Корней привалился спиной к стене и, упираясь на клюку, пристально смотрел на нее и с удивлением чувствовал, что у него не было в душе той злобы на нее, которую он столько лет носил в себе, но какая-то умиленная слабость вдруг овладела
– Марфа! помирать будем.
– Ступай, ступай с Богом, – быстро и злобно говорила она.
– Больше ничего не скажешь?
– Нечего мне говорить, – сказала она. – Ступай с Богом. Ступай, ступай. Много вас, чертей, дармоедов, шляется.
Она быстрыми шагами вернулась в избу и захлопнула дверь.
– Чего ж ругать-то, – послышался мужской голос, и в дверь вошел с топором за поясом черноватый мужик, такой же, как был Корней сорок лет тому назад, только поменьше и похудее, но с такими же черными блестящими глазами.
Это был тот самый Федька, которому он семнадцать лет тому назад подарил книжку с картинками. Это он упрекнул мать за то, что она не пожалела нищего. С ним вместе вошел и тоже с топором за поясом немой племянник. Теперь это был взрослый, с редкой бородкой, морщинистый жилистый человек, с длинной шеей, решительным и внимательно-пронизывающим взглядом. Оба мужика только позавтракали и шли в лес.
– Сейчас, дедка, – сказал Федор и указал немому сначала на старика, а потом на горницу и показал рукою, как режут хлеб.
Федор вышел на улицу, а немой вернулся в избу. Корней все стоял, опустив голову, прислонившись к стене и опираясь на клюку. Он чувствовал большую слабость и с трудом удерживал рыдания. Немой вышел из избы с большим пахучим ломтем свежего черного хлеба и, перекрестившись, подал Корнею. Когда Корней, приняв хлеб, тоже перекрестился, немой обратился к двери в избу, провел двумя руками по лицу и начал делать вид, что плюет. Он выражал этим неодобрение тетке. Вдруг он замер и, разинув рот, уставился на Корнея, как будто узнавая. Корней не мог больше удерживать слезы и, вытирая глаза, нос и седую бороду полой кафтана, отвернулся от немого и вышел на крыльцо. Он испытывал какое-то особенное, умиленное, восторженное чувство смирения, унижения перед людьми, перед нею, перед сыном, перед всеми людьми, и чувство это и радостно и больно раздирало его душу.
Марфа смотрела из окна и спокойно вздохнула только тогда, когда увидала, что старик скрылся за углом дома.

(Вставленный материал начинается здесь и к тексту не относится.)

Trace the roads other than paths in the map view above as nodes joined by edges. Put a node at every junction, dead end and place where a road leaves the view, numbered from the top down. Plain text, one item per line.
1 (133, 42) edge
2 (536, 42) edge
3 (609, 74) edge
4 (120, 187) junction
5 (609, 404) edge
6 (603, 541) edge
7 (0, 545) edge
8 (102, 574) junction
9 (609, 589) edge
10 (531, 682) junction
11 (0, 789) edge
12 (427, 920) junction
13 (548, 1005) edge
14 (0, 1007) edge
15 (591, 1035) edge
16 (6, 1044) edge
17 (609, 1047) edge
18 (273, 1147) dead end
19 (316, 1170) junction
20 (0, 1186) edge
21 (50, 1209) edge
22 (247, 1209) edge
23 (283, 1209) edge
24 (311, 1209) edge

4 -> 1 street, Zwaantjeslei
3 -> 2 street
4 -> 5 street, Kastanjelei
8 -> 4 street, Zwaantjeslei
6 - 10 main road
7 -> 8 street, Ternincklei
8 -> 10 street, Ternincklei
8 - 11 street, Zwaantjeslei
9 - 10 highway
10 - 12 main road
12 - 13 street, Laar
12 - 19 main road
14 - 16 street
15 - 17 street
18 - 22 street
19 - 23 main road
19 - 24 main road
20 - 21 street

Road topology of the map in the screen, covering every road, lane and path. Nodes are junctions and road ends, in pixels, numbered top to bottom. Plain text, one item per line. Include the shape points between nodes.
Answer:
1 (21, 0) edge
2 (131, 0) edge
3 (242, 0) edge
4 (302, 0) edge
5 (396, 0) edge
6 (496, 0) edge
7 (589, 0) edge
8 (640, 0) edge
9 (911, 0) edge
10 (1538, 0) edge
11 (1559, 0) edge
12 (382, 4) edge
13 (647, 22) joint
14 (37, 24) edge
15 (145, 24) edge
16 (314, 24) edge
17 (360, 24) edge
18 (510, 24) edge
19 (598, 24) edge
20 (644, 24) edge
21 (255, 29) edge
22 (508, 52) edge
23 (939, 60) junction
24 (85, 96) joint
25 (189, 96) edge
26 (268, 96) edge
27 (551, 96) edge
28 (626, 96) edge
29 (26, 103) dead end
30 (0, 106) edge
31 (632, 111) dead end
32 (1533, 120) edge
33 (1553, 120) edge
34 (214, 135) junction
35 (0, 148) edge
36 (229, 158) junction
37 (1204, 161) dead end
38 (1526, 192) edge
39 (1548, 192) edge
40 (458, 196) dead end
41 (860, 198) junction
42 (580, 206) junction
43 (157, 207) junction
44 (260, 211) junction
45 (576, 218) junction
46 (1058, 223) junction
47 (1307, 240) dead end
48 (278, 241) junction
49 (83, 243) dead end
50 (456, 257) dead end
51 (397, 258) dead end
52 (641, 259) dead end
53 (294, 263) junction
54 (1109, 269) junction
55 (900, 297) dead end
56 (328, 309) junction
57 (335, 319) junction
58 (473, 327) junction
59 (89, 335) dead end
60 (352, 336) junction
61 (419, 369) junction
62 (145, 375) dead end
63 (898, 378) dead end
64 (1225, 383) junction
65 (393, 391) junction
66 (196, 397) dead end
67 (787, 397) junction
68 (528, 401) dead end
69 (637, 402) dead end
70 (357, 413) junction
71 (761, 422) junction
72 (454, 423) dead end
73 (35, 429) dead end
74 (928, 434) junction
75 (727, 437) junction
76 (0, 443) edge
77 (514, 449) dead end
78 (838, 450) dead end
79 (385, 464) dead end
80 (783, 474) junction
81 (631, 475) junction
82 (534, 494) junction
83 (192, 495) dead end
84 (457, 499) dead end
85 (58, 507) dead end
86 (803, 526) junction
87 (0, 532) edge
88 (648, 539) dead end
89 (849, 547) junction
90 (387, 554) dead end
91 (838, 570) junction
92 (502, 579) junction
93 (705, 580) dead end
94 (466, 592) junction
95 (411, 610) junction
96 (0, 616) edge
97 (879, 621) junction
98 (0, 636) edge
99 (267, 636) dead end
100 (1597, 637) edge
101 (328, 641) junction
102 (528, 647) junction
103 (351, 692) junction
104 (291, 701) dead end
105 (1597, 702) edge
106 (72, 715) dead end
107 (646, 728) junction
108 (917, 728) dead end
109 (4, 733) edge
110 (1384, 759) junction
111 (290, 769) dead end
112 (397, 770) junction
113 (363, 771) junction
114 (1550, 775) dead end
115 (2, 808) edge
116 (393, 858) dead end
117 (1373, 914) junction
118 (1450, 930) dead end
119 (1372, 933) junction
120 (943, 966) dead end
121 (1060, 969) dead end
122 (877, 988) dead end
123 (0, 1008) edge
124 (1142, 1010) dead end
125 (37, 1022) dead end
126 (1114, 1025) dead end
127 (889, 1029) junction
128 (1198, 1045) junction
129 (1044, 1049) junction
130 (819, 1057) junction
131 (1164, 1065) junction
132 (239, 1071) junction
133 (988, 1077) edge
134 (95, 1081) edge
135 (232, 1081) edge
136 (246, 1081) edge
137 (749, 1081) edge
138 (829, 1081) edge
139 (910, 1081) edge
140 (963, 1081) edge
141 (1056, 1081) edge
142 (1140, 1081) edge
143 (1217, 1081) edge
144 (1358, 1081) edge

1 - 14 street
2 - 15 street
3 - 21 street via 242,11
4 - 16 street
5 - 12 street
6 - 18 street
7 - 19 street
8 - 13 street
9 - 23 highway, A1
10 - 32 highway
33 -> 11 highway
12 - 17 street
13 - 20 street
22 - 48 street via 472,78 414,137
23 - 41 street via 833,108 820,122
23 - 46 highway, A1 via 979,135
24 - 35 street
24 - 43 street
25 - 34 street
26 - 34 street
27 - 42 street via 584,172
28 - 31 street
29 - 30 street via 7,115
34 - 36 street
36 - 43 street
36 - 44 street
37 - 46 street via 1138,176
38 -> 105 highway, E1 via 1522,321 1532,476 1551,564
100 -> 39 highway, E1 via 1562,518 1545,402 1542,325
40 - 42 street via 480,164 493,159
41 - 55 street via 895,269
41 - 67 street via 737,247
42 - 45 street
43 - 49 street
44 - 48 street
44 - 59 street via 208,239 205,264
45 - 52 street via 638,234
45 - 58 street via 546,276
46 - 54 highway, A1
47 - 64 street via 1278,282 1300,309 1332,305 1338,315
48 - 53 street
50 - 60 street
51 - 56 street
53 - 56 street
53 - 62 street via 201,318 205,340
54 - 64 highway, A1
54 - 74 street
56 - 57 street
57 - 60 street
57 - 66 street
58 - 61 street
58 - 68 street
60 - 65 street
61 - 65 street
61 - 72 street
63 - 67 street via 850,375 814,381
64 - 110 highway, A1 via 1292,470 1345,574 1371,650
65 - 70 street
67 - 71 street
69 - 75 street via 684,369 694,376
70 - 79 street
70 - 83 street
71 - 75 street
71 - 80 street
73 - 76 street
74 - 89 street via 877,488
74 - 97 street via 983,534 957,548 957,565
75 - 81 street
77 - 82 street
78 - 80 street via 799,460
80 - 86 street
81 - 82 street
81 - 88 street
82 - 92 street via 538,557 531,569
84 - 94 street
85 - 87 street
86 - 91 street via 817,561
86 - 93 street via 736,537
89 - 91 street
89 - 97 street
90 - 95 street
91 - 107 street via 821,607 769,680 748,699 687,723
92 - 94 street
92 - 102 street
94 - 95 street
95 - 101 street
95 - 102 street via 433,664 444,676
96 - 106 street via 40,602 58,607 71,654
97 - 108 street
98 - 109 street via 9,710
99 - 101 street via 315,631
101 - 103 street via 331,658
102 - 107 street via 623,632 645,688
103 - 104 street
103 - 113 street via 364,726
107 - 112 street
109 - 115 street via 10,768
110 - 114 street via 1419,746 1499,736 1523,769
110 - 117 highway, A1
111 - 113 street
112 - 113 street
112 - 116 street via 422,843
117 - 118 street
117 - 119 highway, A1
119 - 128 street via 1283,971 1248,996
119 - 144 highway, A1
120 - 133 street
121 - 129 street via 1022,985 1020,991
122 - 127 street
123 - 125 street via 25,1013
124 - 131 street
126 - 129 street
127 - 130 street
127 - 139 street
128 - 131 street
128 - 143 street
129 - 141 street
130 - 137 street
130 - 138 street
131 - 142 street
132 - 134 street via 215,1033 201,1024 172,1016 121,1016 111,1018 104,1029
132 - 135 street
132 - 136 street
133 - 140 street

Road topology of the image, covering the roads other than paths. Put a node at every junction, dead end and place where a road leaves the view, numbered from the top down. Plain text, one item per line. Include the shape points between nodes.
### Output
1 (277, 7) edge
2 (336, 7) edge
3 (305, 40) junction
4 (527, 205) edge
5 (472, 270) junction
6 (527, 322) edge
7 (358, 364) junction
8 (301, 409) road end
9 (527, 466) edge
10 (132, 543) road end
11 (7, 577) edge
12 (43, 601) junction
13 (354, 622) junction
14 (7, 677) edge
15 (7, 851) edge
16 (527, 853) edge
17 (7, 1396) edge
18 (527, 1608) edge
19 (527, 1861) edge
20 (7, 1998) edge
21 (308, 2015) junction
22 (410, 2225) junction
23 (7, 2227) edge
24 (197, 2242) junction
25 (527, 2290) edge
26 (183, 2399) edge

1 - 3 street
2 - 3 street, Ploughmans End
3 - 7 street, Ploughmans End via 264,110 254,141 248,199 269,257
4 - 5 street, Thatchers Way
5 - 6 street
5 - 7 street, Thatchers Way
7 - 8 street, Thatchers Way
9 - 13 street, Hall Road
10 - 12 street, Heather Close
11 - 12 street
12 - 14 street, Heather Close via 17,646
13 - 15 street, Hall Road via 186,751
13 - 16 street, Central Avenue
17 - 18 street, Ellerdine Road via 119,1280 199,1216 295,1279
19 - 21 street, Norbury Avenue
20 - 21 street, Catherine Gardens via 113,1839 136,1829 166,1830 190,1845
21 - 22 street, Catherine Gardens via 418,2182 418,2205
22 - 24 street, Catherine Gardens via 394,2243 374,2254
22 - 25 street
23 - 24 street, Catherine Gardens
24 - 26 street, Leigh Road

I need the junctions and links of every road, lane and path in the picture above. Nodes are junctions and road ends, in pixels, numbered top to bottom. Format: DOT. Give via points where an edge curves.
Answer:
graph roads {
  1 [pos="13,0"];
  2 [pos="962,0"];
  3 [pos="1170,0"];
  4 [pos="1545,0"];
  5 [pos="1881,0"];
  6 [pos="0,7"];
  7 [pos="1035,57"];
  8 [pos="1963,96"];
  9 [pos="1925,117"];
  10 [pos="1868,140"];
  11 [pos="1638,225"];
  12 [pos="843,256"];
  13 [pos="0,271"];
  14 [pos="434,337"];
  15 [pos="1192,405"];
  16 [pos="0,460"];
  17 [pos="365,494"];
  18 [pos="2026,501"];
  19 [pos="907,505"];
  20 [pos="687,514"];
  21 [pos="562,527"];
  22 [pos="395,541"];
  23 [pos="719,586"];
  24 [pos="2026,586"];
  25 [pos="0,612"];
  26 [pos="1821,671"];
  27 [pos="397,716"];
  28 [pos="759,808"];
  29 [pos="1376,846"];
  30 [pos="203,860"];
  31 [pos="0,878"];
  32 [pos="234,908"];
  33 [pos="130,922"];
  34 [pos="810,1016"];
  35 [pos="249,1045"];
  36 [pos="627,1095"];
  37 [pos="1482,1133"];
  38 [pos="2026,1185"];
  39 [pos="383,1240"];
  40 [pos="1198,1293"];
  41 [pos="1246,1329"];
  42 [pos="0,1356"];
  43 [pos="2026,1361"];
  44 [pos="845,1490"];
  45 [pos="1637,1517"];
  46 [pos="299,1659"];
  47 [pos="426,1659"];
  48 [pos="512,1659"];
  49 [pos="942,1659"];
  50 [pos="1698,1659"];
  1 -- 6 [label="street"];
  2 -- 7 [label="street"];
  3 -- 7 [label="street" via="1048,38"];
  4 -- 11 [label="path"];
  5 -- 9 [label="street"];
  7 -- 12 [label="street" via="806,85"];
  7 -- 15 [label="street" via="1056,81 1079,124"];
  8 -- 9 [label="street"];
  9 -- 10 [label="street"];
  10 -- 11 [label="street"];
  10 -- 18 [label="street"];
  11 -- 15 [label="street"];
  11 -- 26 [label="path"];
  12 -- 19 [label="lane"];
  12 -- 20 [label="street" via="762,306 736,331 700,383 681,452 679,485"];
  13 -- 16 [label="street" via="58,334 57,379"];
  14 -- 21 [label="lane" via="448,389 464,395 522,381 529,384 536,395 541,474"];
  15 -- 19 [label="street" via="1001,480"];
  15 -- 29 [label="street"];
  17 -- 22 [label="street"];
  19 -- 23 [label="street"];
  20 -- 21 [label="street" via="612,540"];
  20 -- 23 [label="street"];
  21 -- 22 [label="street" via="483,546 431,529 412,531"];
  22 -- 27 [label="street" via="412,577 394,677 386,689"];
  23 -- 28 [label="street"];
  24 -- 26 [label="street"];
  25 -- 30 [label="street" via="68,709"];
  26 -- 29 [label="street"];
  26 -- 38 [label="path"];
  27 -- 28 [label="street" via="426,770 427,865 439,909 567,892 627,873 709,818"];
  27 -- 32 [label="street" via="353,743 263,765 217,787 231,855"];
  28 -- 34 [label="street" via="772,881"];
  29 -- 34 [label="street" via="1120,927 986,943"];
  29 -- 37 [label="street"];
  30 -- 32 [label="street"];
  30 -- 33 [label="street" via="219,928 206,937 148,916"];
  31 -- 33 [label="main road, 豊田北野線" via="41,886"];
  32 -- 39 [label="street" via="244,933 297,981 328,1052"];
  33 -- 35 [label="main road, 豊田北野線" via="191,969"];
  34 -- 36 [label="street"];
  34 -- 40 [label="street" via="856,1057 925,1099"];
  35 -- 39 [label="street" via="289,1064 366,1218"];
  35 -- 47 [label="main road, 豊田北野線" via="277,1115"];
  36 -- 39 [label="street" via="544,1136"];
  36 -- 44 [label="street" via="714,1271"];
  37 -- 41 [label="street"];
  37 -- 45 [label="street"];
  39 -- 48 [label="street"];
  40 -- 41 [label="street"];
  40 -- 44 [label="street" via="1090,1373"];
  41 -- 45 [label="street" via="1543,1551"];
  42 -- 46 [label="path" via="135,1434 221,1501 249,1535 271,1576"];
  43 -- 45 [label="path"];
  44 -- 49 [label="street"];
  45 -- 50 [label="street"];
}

Когда Марфа уверилась, что старик ушел, она села за стан и стала ткать. Она ударила раз десяток бердом, но руки не шли, она остановилась и стала думать и вспоминать, каким она сейчас видела Корнея, – она знала, что это был он – тот самый, который убивал ее и прежде любил ее, и ей было страшно за то, что она сейчас сделала. Не то она сделала, что надо было. А как же надо было обойтись с ним? Ведь он не сказал, что он Корней и что он домой пришел.
И она опять взялась за челнок и продолжала ткать до самого вечера.
Корней с трудом добрел к вечеру до Андреевки и опять попросился ночевать к Зиновеевым. Его приняли.
– Что ж, дед, не пошел дальше?
– Не пошел. Ослаб. Видно, назад пойду. Ночевать пустите?
– Место не пролежишь. Иди сушись.
Всю ночь Корнея трепала лихорадка. Перед утром он забылся, а когда проснулся, домашние все разошлись по своим делам, и в избе оставалась одна Агафья.
Он лежал на хорах, на сухом кафтане, который подостлала ему старуха. Агафья вынимала хлебы из печи.